Nonsensical argument. Get back to me when Zoro dishes out even 1/100 of Daizen Sekai's cutting power with just his physical stats and not his swords.


----------



## Coruscation (Jun 18, 2015)

Hardness is what stops cutting attacks. Luffy's Haki isn't enough to stop Zoro's cutting power. He can overpower the attack, but he'll get cut in the process. Doflamingo's strings have already been seen as mostly insufficient to cut through Luffy's Haki. They're dangerous because of how Doflamingo controls them. 

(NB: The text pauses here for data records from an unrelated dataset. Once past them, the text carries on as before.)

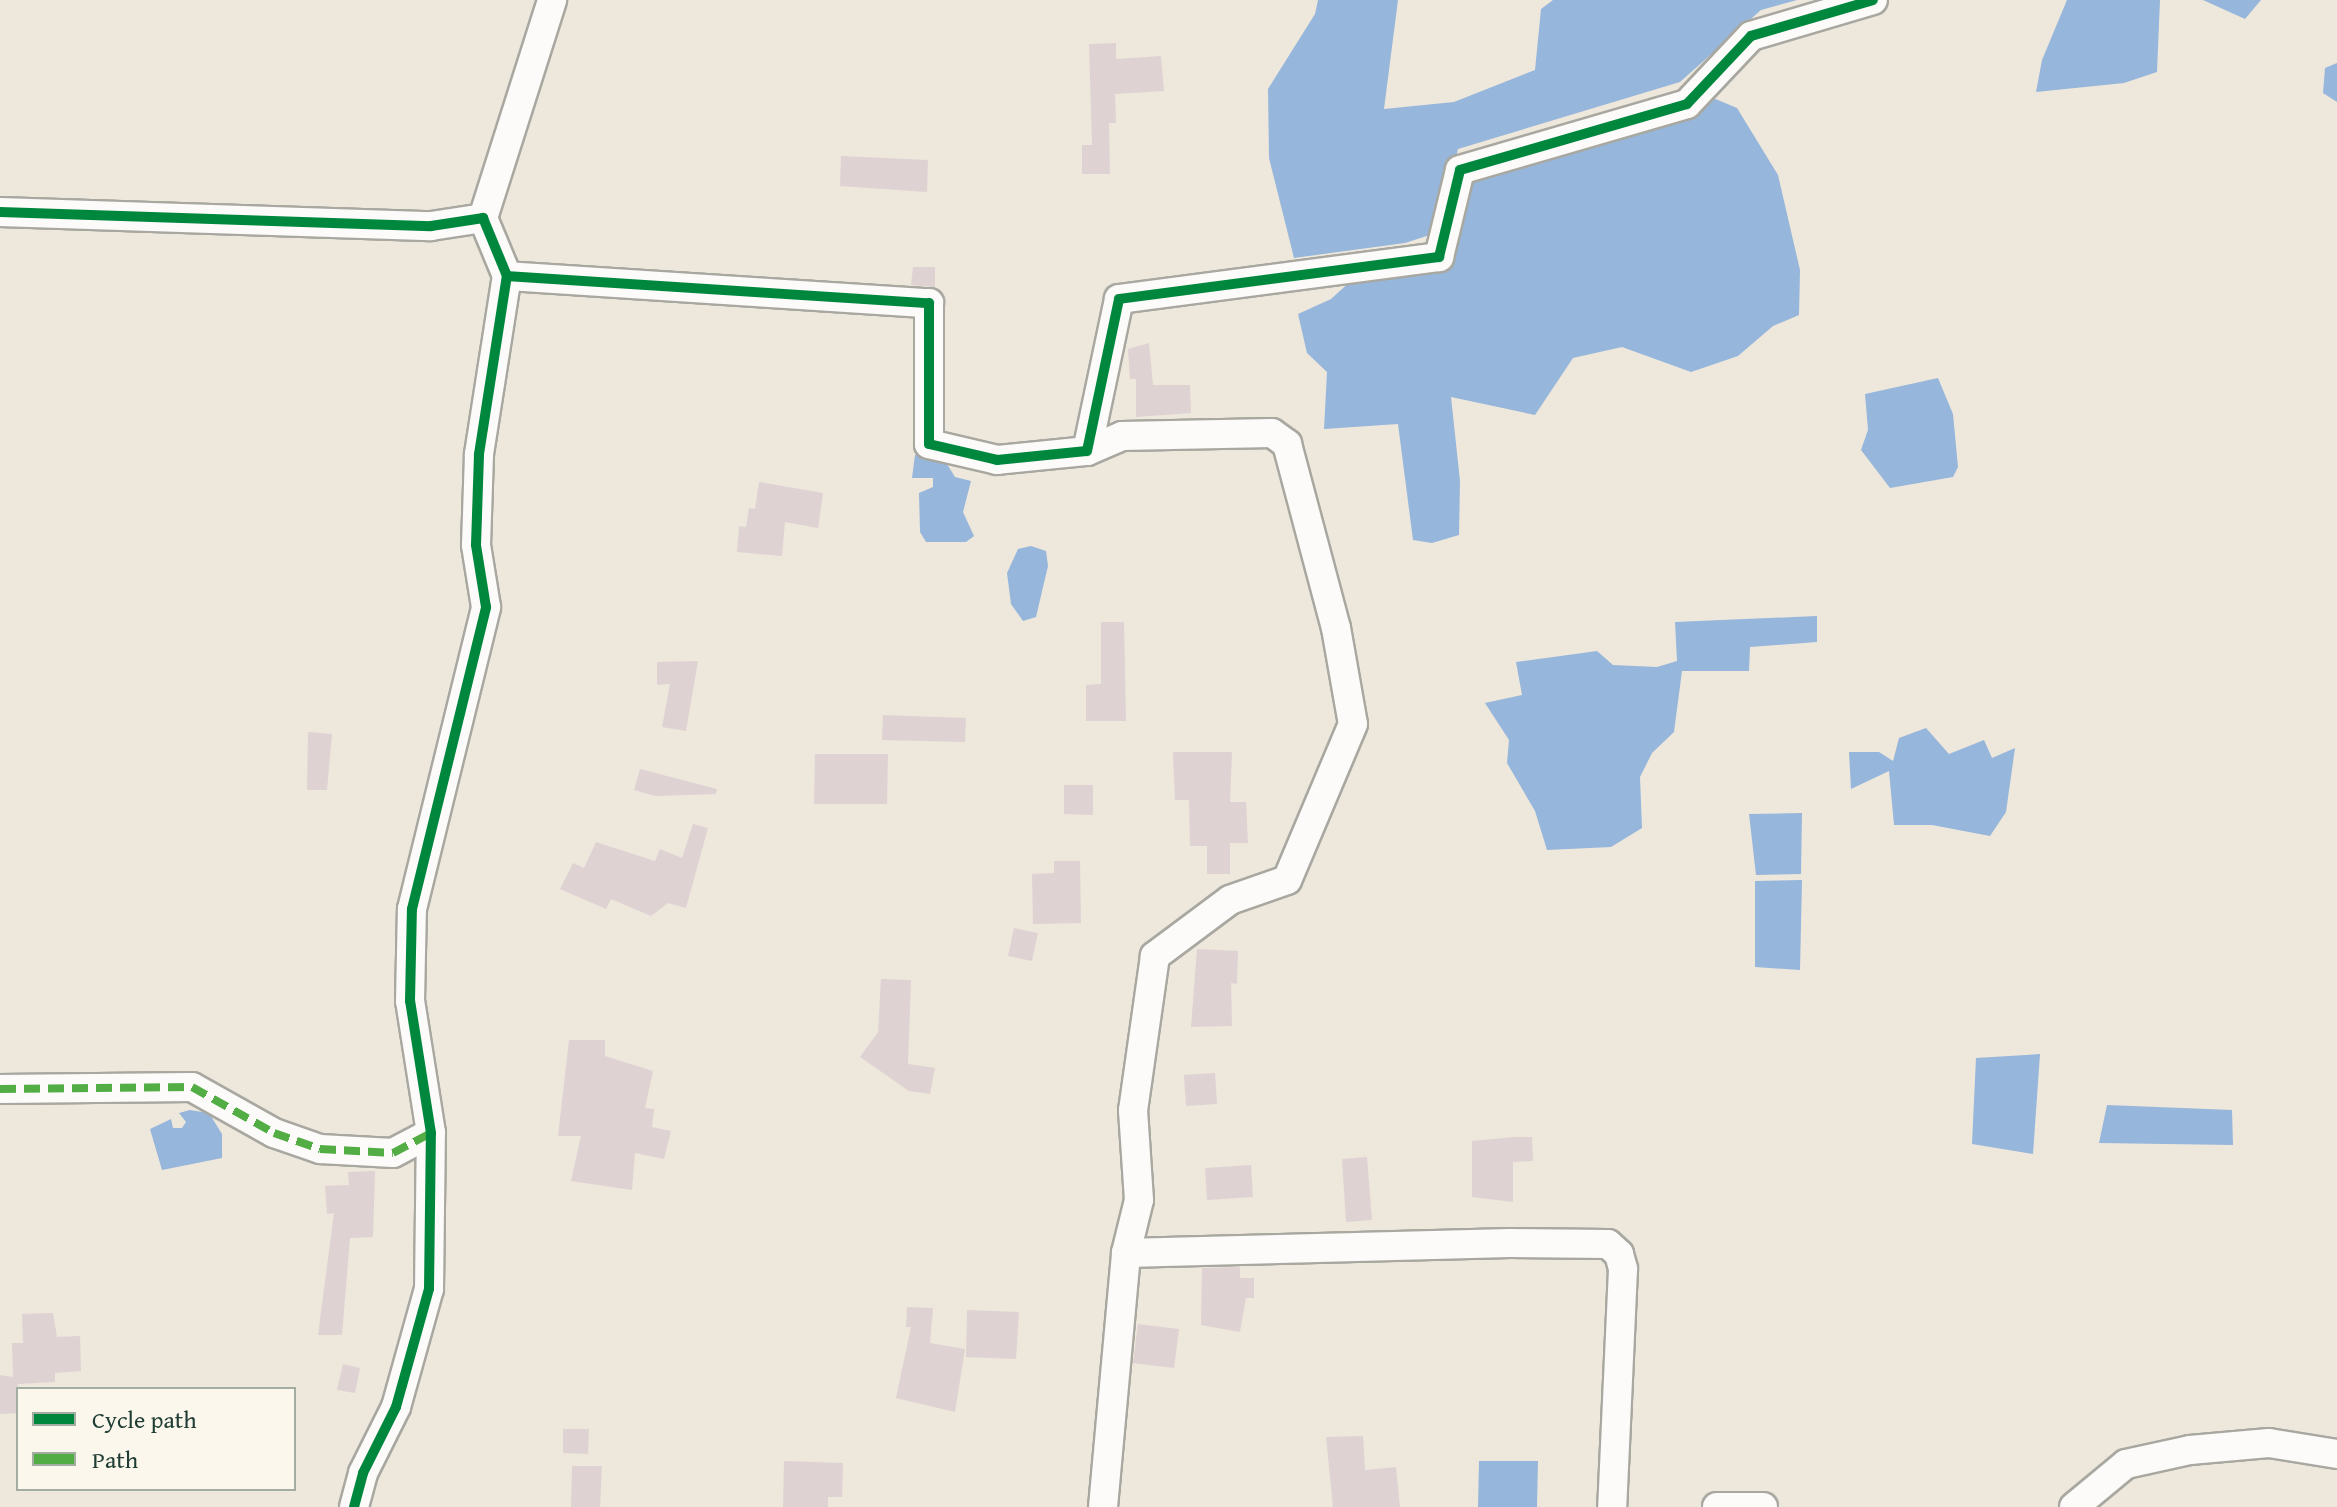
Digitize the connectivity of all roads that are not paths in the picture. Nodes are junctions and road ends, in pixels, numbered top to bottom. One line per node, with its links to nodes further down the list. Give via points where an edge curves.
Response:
1 (552, 0): 4 (street)
2 (1873, 0): 6 (street, via 1751,36 1687,104 1460,170 1439,257 1119,299)
3 (0, 212): 4 (street, via 431,226)
4 (483, 218): 5 (street)
5 (507, 276): 6 (street, via 929,303 929,444 997,460); 8 (street, via 479,454 476,545 486,607 412,909 410,1001)
6 (1087, 451): 9 (street, via 1122,436 1272,433 1287,444 1336,628 1353,724 1287,880 1230,900 1155,956 1133,1110 1139,1200)
7 (0, 1089): 8 (street, via 192,1087 274,1133 320,1149 393,1153)
8 (431, 1133): 11 (street, via 429,1289 396,1407 363,1473)
9 (1126, 1253): 12 (street); 13 (street, via 1608,1244 1623,1269)
10 (2337, 1454): 16 (street, via 2269,1443 2190,1450 2126,1464)
11 (354, 1507)
12 (1103, 1507)
13 (1612, 1507)
14 (1717, 1507): 15 (street)
15 (1763, 1507)
16 (2074, 1507)

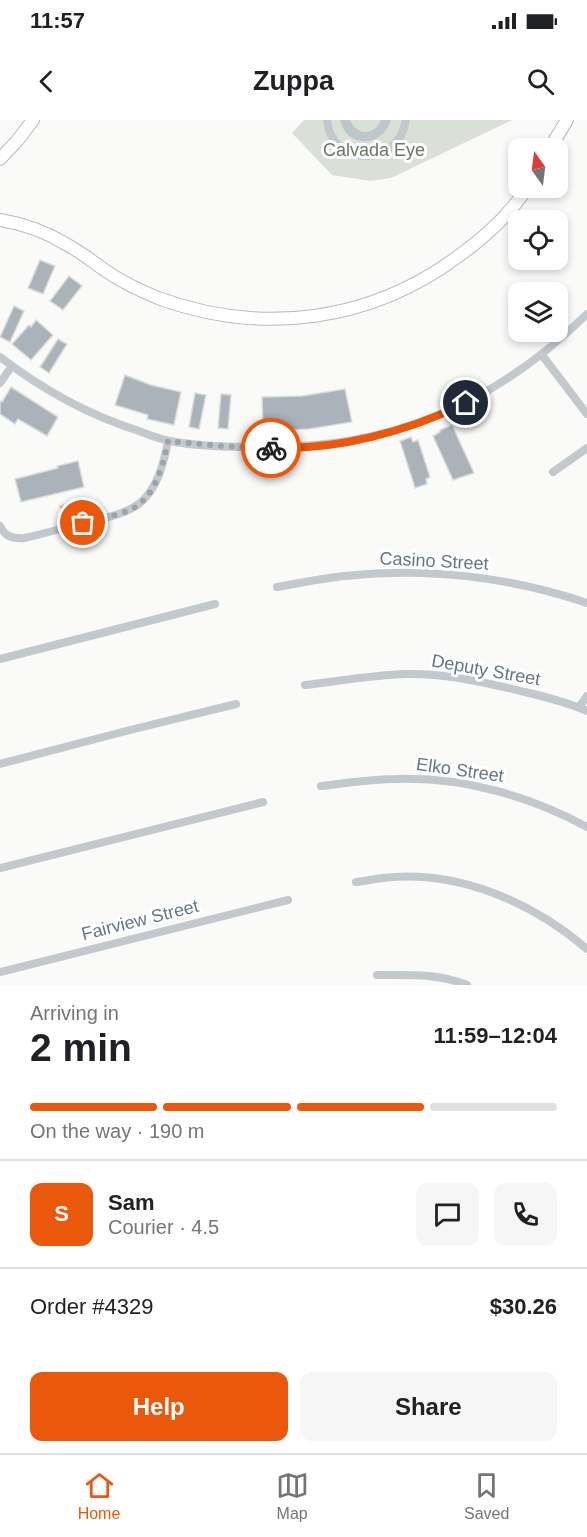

I doubt you even understand what you just said or tried to say.


----------



## ensoriki (Jun 18, 2015)

Luffy whose haki got pierced by a drug addict fish man is going to send a giant fist at a guy who just cut through a heap of giant fist all day...and carries his [Blocked Domain] status....

King Kong isn't something you throw at Zoro from a neutral grounded position. If Luffy knocked him off balance to set-up Kong it would be perfect otherwise he is risking his arm for success he very well may not see.

I don't see why I bother this section is full of the dumbest power discussions on the presumption that a manga as shit as fairy tail has a better grasp on its power progression. Luffy isn't dropping his whole crew with King Kong Gun so long as they're healthy.


----------



## HaxHax (Jun 18, 2015)

Coruscation said:


> Hardness is what stops cutting attacks. Luffy's Haki isn't enough to stop Zoro's cutting power. He can overpower the attack, but he'll get cut in the process. Doflamingo's strings have already been seen as mostly insufficient to cut through Luffy's Haki. They're dangerous because of how Doflamingo controls them.
> 
> I doubt you even understand what you just said or tried to say.



Keep dodging. I doubt you even remember what point you were trying to make two posts back.

Zoro couldn't hope to break through the defense and attack of Doflamingo. He couldn't hope to break through the attack that broke through those two combined.




ensoriki said:


> Luffy whose haki got pierced by a drug addict fish man is going to send a giant fist at a guy who just cut through a heap of giant fist all day...and carries his [Blocked Domain] status....



Hodi > Doflamingo if we stick by your logic then I guess. Confirmed.

After all, haki and imaginary cutting power (always as strong as the discussion requires for it to favor Zoro) is all that counts.


----------



## Typhon (Jun 18, 2015)

HaxHax said:


> After all, haki and imaginary cutting power (always as strong as the discussion requires for it to favor Zoro) is all that counts.



Pretty much. Luffy no-sells Doffy's greatest defense and attack, but Zoro would still manage to cut him.

Now for the thread, does Luffy just use one King Kong Gun? Because this move doesn't seem like it's even suited for multiple targets.


----------



## Sir Curlyhat (Jun 18, 2015)

_Realistically Luffy should lose a hand if he attempts to punch through Zoro's strongest attack. In manga though, similarly to how Doflamingo's strings didn't impale him, i wouldn't be that surprised if Oda would handle it differently. 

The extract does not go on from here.